- Directed by: Ilya Trauberg
- Written by: Boris Lapin Lev Slavin Zakhar Khatsrevin
- Starring: Tseveen (Shoroot) Chimid Ichin-Khorlo Susor-Barma
- Cinematography: Moisei Kaplan
- Music by: Nikolay Rabinovich
- Production company: Lenfilm Studio
- Release date: 20 November 1936;
- Country: Soviet Union
- Languages: Russian Mongolian

= Son of Mongolia =

Son of Mongolia (Russian: Syn Mongolii) is a 1936 Soviet drama film directed by Ilya Trauberg and starring Tse-Ven Rabdan, Igin-Khorlo and Susor-Barma.
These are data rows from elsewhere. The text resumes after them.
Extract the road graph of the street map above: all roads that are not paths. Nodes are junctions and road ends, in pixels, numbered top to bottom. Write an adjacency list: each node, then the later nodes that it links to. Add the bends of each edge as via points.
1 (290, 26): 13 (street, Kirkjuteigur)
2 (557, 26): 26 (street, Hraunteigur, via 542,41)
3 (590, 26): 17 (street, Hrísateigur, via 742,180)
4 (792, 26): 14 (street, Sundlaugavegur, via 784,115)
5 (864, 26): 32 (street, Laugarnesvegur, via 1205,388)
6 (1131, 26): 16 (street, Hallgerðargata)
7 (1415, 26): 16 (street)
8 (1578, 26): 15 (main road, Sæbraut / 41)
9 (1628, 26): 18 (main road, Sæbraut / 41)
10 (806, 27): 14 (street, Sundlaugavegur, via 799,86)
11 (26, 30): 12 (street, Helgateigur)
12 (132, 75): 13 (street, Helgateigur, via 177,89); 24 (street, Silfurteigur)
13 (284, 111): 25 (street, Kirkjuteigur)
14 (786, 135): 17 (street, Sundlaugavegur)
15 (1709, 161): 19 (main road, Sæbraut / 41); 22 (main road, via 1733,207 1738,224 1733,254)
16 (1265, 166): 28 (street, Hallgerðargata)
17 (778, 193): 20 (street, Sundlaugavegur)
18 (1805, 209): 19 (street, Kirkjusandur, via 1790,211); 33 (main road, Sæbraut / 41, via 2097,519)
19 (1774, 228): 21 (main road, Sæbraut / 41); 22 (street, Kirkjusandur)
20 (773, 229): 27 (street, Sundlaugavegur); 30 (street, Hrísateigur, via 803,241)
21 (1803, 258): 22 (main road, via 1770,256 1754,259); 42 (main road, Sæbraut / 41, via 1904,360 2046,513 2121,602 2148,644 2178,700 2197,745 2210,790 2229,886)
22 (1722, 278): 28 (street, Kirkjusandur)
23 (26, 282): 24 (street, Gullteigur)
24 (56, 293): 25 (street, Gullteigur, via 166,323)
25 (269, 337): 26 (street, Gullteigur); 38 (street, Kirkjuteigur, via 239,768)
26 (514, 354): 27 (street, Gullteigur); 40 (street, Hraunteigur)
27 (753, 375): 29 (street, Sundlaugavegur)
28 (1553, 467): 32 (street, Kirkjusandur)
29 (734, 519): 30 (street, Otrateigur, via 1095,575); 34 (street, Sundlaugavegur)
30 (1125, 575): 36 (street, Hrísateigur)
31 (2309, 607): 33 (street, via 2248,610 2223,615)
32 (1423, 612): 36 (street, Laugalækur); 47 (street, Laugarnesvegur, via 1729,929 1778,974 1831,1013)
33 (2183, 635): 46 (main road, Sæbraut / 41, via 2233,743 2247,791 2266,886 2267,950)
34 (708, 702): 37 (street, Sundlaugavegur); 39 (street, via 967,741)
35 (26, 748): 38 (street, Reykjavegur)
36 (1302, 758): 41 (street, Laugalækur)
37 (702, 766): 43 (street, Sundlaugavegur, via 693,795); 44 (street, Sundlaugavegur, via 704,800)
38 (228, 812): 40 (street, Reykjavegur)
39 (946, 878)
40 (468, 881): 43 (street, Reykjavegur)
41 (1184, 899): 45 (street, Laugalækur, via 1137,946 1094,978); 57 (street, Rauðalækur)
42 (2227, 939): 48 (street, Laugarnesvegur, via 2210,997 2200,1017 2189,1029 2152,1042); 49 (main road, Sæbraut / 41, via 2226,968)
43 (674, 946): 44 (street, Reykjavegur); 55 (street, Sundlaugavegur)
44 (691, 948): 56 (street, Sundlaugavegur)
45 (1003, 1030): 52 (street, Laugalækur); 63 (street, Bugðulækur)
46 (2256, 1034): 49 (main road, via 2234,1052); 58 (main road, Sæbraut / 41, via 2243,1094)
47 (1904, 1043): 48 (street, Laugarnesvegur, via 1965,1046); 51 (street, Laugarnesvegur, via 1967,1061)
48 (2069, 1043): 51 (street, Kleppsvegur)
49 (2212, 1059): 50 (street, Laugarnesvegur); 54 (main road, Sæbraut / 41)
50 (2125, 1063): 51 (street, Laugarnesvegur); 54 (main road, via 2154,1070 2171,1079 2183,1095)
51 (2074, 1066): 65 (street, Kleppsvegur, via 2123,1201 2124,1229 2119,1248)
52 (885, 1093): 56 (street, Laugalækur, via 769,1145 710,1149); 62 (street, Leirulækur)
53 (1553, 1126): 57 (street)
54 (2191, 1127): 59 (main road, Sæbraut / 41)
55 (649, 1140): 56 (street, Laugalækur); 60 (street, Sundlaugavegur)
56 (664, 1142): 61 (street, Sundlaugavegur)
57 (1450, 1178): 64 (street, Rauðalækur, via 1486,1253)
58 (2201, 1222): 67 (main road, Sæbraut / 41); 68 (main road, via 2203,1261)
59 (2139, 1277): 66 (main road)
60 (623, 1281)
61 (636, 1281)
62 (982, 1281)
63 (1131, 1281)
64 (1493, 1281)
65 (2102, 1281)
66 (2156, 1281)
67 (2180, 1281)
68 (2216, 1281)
The film's sets were designed by art director Igor Vuskovich. The film was banned in the Soviet Union in 1941.

==Plot==
A political fantasy about a shepherd's struggle against local feudal lords. The simple shepherd seeks the love of a girl named Dulma and sets off in search of a magical garden, the fruits of which, according to legend, will make him a hero. Unbeknownst to him, he falls into a trap set by rivals who also seek Dulma's hand. They deceive him into traveling to Inner Mongolia, where he is captured by the Japanese. Determined to be heroic, he does everything in his power to thwart the enemy's plot to invade Mongolia.
==Cast==
- Tse-Ven Rabdan
- Igin-Khorlo as Dulma
- Susor-Barma as Chauffeur
- Bato-Ochir as The Prince
- Gam-Bo as Innkeeper
- Ir-Kan as Prince's Foreign Advisor
- Zigmit as The Monk

== Bibliography ==
- Amy Sargeant. Storm Over Asia: Kinofile Filmmakers' Companion 11. I. B. Tauris, 2007.